Excerpts from a dataset:
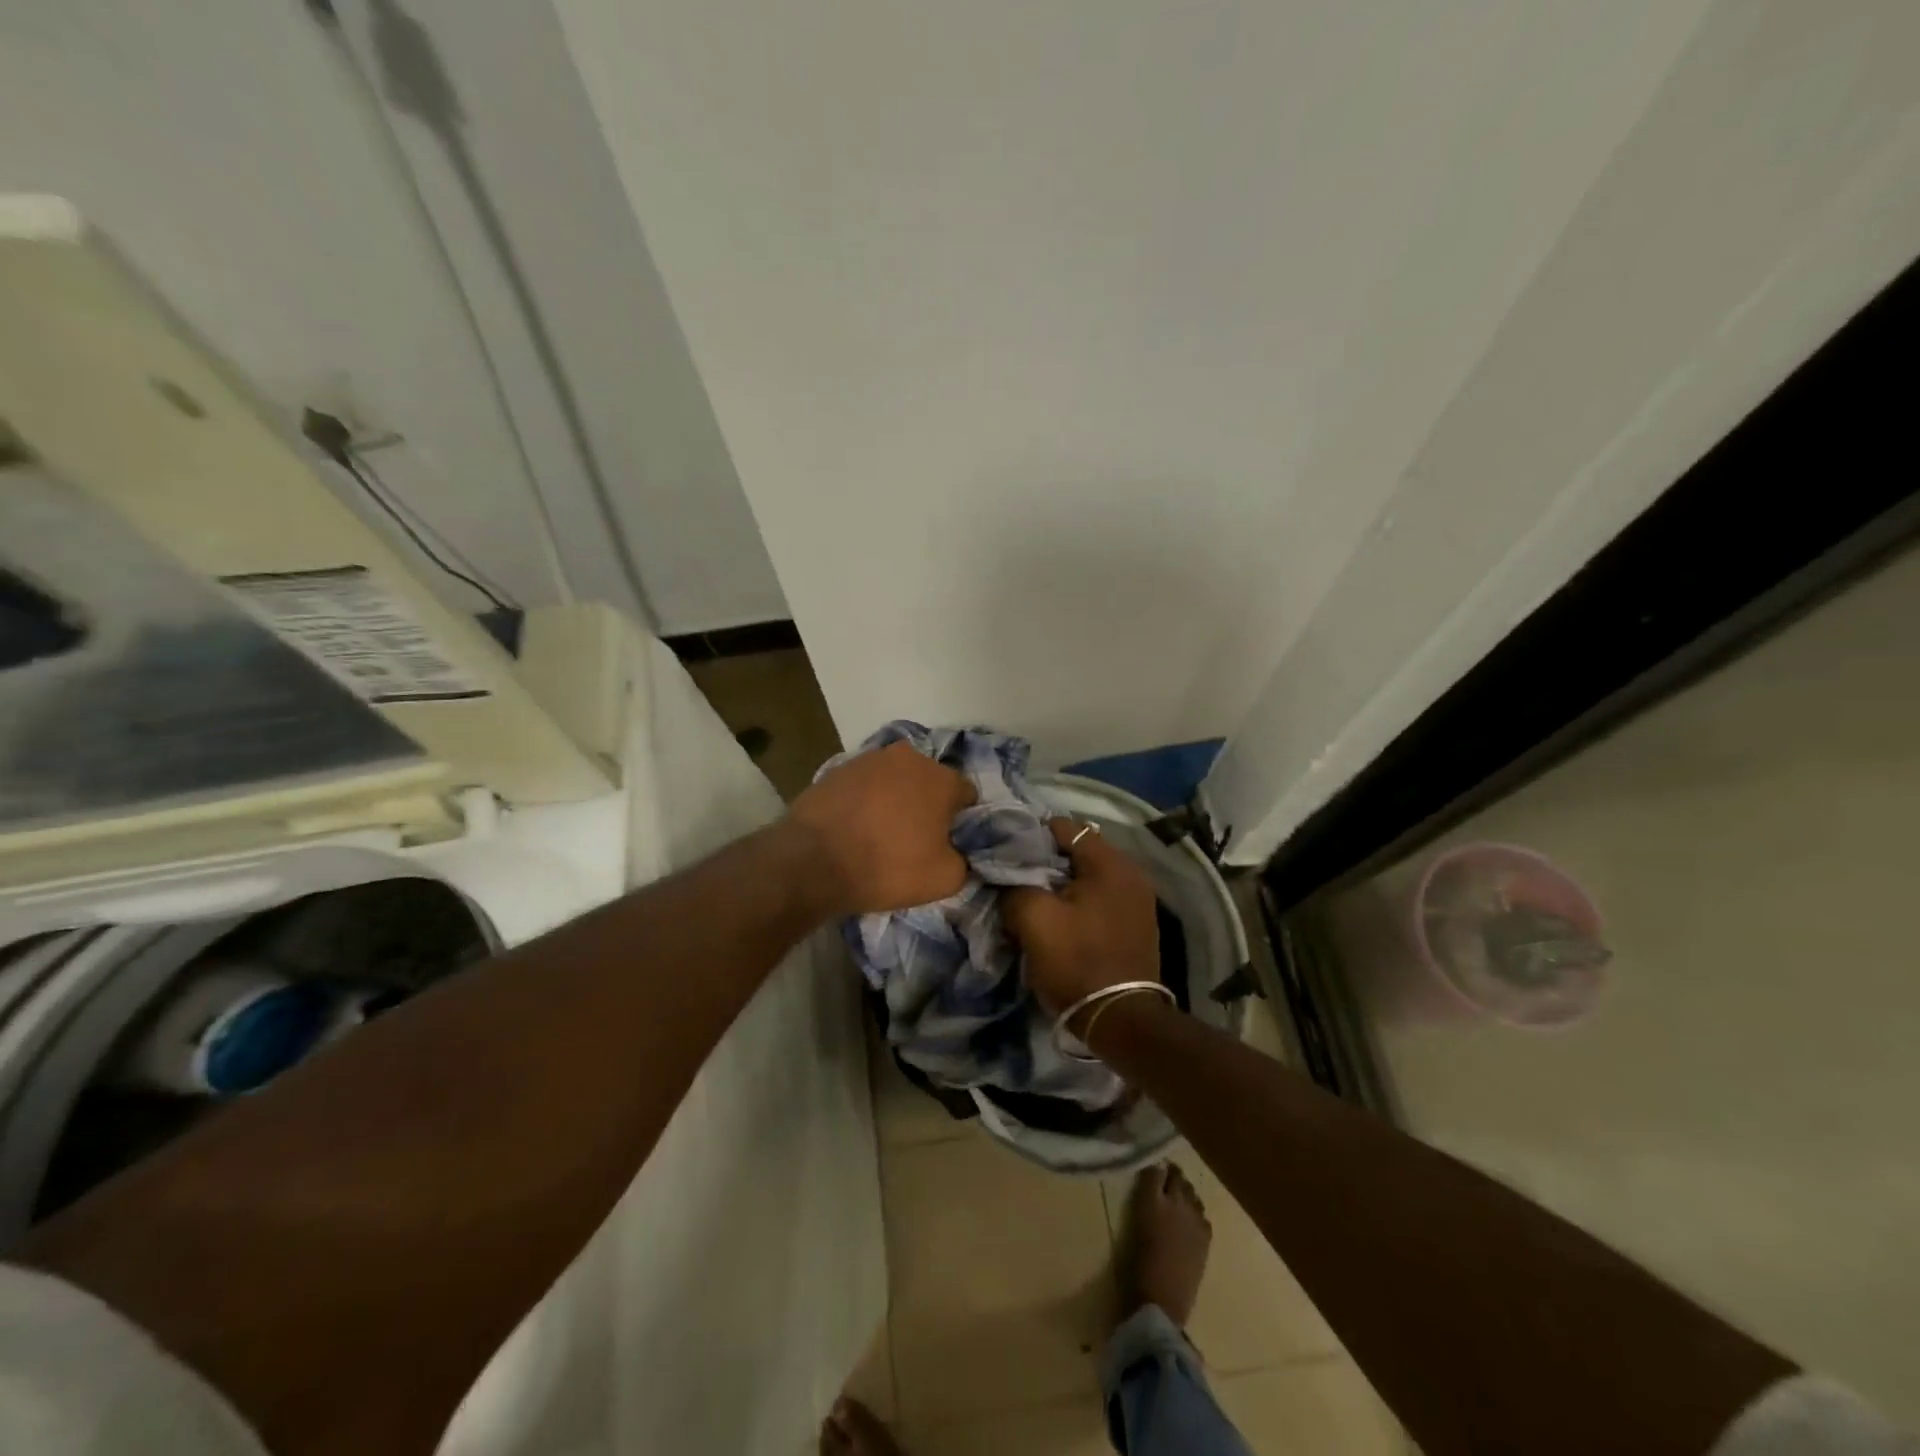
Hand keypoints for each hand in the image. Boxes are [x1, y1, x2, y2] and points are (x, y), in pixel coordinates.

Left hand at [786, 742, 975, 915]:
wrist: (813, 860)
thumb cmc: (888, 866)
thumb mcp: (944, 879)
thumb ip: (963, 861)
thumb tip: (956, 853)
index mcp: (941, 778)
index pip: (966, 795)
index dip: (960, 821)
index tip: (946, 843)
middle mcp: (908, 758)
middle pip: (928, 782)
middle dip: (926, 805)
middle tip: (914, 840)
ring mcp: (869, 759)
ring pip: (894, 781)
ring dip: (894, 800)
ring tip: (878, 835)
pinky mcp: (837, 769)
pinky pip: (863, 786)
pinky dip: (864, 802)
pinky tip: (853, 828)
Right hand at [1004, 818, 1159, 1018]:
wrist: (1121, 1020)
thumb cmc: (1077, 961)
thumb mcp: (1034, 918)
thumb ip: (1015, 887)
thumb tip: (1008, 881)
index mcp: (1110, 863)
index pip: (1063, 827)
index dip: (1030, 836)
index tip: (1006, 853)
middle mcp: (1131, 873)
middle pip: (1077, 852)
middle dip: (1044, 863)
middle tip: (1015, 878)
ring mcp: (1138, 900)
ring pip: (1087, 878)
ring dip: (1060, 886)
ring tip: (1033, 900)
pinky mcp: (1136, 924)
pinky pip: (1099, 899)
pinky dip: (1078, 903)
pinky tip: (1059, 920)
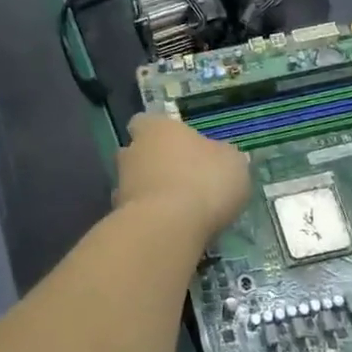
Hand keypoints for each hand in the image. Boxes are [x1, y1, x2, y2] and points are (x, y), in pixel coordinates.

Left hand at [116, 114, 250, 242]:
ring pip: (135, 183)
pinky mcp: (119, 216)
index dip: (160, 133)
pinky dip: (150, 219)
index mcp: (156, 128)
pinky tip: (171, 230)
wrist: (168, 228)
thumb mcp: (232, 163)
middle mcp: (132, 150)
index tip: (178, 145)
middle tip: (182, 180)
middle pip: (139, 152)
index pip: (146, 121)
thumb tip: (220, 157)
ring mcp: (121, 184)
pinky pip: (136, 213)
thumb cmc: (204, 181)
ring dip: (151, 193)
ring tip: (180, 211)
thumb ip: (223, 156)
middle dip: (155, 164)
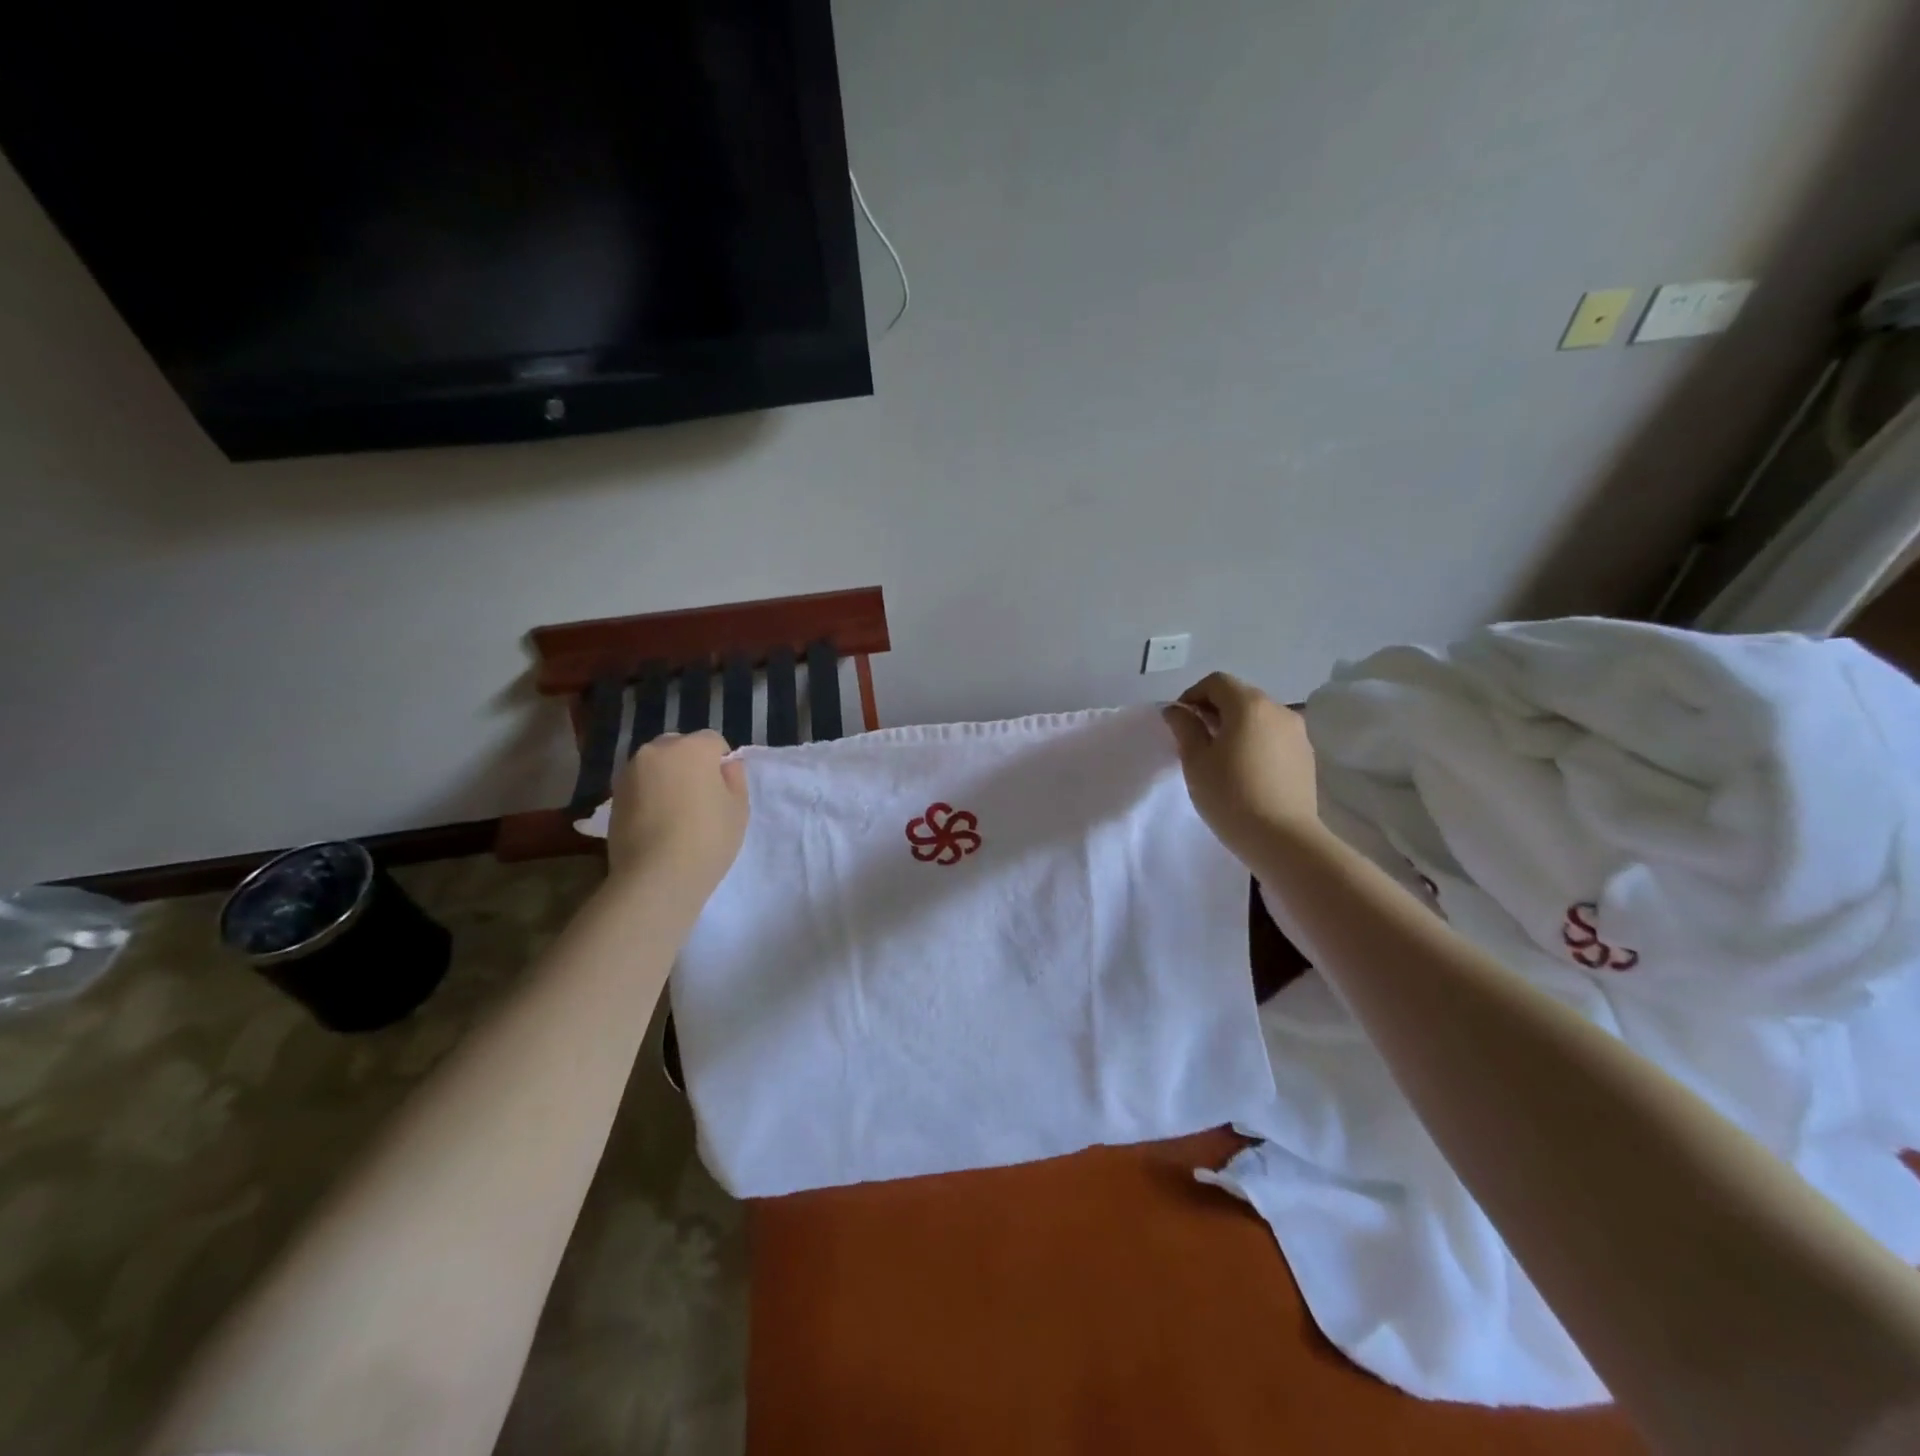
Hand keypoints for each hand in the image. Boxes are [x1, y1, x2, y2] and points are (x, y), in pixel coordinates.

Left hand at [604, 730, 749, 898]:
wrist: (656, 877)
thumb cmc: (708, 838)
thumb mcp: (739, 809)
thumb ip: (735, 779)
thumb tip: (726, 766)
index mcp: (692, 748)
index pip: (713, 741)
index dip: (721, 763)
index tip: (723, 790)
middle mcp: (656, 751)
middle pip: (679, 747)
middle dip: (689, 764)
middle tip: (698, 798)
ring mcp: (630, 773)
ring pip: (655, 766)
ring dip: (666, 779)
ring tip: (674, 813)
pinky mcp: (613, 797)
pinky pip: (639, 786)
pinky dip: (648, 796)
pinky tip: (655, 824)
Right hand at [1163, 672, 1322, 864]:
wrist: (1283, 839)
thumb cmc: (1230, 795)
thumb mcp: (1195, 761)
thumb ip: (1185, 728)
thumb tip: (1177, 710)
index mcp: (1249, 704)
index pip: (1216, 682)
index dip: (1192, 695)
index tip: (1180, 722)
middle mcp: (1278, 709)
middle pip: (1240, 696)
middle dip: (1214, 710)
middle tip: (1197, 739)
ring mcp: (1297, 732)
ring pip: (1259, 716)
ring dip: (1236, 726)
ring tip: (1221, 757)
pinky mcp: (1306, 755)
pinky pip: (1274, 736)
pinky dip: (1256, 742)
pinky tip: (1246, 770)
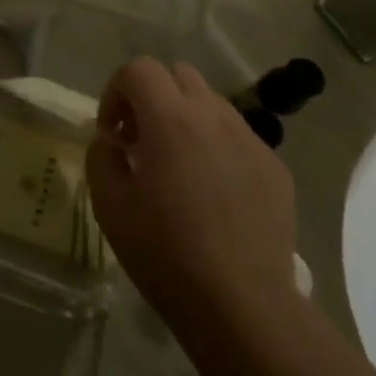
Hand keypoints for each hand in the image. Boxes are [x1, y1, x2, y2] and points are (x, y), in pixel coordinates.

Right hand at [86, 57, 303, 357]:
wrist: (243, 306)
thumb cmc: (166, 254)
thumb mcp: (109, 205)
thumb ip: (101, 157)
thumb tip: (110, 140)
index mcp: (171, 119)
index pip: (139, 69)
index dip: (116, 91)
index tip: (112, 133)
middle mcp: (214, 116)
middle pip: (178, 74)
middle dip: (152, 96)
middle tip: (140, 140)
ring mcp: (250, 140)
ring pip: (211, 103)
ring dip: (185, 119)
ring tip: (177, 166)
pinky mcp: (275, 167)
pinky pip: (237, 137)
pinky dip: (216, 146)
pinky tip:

ASSIGNMENT :: The lines to copy are those above that contain "Left".

RESPONSE TO THE EXERCISE ::
Left hand at [786, 742, 975, 915]:
Left hand at [116, 114, 250, 242]:
Left hand at [604, 730, 749, 898]:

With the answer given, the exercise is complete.